In his research, Sinha used machine learning methods to analyze over three million data points on 1,348 devices, across 108 firms over a 10-year period. He found that when it was difficult to assess the severity of an issue—there was a high noise-to-signal ratio—it tended to cloud the judgment of the manager leading to an under-reaction. When a product recall seemed severe, there tended to be an over-reaction biased because managers became more risk averse.
“What is particularly noteworthy with medical device recalls that receive widespread media attention is that the recall decisions could have been made sooner,” says Sinha. “There is also anecdotal evidence of medical device recalls made by firms that indicate that recalls were knee-jerk decisions, made too quickly and not necessary. In other words, recall decisions are often fraught with human judgment biases of under-reaction or over-reaction. We identify conditions related to the situated context of managers that are associated with an under-reaction or over-reaction likelihood.”
This study is consequential for firms and government regulatory agencies, as it sheds light on how recall decisions can be made correctly and in a timely manner, says Sinha.
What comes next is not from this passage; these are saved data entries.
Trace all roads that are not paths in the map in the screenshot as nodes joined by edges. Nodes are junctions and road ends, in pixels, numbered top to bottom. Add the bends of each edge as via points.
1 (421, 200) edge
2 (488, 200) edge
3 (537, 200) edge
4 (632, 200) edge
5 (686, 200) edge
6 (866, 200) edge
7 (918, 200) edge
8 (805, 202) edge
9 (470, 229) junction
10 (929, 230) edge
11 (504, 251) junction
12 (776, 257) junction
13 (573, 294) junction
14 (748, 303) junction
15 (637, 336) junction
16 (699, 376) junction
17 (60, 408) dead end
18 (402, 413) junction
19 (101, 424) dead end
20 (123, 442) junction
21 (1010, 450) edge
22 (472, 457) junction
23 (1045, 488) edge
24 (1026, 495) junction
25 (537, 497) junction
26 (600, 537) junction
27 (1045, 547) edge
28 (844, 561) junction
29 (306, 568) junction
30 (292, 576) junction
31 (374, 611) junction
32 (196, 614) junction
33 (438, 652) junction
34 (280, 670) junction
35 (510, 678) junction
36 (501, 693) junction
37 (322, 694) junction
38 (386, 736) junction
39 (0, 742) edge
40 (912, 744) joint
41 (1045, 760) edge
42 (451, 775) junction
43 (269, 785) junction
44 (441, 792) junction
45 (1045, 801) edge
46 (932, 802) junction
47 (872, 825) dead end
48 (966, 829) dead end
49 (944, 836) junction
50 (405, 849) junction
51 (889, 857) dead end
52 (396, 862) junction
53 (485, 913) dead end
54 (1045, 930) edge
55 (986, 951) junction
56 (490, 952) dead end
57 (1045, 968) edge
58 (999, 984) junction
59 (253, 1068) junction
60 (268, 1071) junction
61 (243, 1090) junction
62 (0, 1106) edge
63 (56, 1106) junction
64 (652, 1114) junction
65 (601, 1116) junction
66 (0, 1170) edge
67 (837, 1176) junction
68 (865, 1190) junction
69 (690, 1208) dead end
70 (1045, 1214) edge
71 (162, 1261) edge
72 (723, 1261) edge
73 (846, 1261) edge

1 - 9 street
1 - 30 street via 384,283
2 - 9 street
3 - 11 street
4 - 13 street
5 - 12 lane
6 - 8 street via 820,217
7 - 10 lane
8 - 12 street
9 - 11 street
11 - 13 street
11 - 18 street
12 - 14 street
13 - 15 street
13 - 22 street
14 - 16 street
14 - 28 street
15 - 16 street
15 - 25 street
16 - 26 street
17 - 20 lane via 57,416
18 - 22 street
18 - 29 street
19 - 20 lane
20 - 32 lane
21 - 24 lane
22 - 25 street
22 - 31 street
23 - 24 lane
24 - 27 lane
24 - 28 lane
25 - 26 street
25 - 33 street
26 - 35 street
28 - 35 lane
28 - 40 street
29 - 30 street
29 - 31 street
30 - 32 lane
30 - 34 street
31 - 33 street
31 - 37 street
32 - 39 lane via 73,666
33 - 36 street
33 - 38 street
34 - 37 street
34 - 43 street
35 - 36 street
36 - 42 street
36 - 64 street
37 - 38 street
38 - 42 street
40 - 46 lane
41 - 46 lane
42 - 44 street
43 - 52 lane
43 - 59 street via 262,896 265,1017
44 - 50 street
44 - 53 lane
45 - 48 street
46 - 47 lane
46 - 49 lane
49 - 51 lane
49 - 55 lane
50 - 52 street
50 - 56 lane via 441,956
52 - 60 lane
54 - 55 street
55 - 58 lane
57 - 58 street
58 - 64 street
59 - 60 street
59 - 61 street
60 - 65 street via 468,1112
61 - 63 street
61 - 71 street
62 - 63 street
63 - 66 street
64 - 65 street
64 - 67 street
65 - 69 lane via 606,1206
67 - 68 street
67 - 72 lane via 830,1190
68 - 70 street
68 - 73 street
“Given the behavioral nuances of medical device recall decisions, and that recalls are disruptive and exemplify among the most consequential downside risks in managing healthcare supply chain and operations, make studies on recalls a compelling and impactful line of inquiry in behavioral operations,” he says.
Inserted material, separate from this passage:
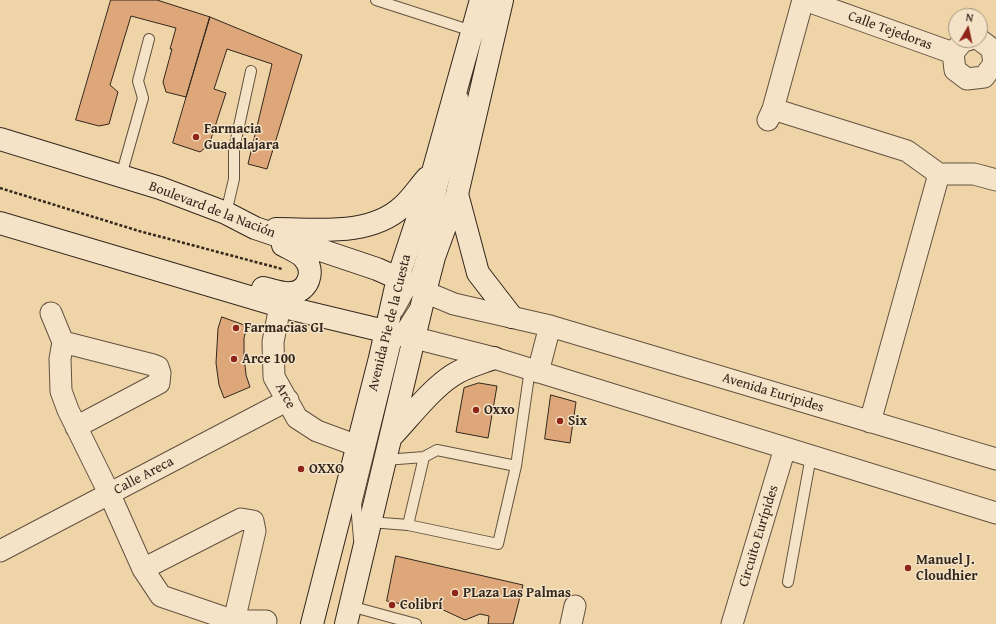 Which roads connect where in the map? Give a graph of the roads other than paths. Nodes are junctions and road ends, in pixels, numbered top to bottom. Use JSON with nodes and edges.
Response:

Upstream and downstream experience in innovation contests
Associate Professor Anant Mishra also worked on key research at the intersection of behavioral operations and innovation management with his paper “Beyond Related Experience: Upstream vs. Downstream in Innovation Contest Platforms with Interdependent Problem Domains.”
The paper examines how individuals accumulate experience on innovation contest platforms. On such platforms, complex problems are typically broken down into smaller problems that are attempted by multiple individuals.
Mishra analyzed data obtained from TopCoder, a leading platform for software development contests, from its launch in 2001 to September 2013.
Through reviewing this data, he found that it highlighted the importance of diverse experiences for participants on innovation platforms, which is contrary to the notion of “hyper-specialization” on online platforms that has been emphasized in previous research.
“By participating regularly, individuals are sharpening their skills,” Mishra says. “That being said, beyond their inherent creativity and problem solving abilities, individuals who participate regularly in contests on a particular platform also develop a better understanding of how solutions are judged, who they are likely to compete against, and what contests they should select to participate on the platform.”
Another key finding is that although contestants who participated on contests on the same platform learn from their prior experience and perform better, the benefits of such experience arise only when it is in problem domains that are downstream and related to the current problem.
The research bridges a gap in previous studies on innovation contests, which have focused on individual problem solving in a specific problem domain without considering how individuals accumulate experience across various problem domains on innovation contest platforms.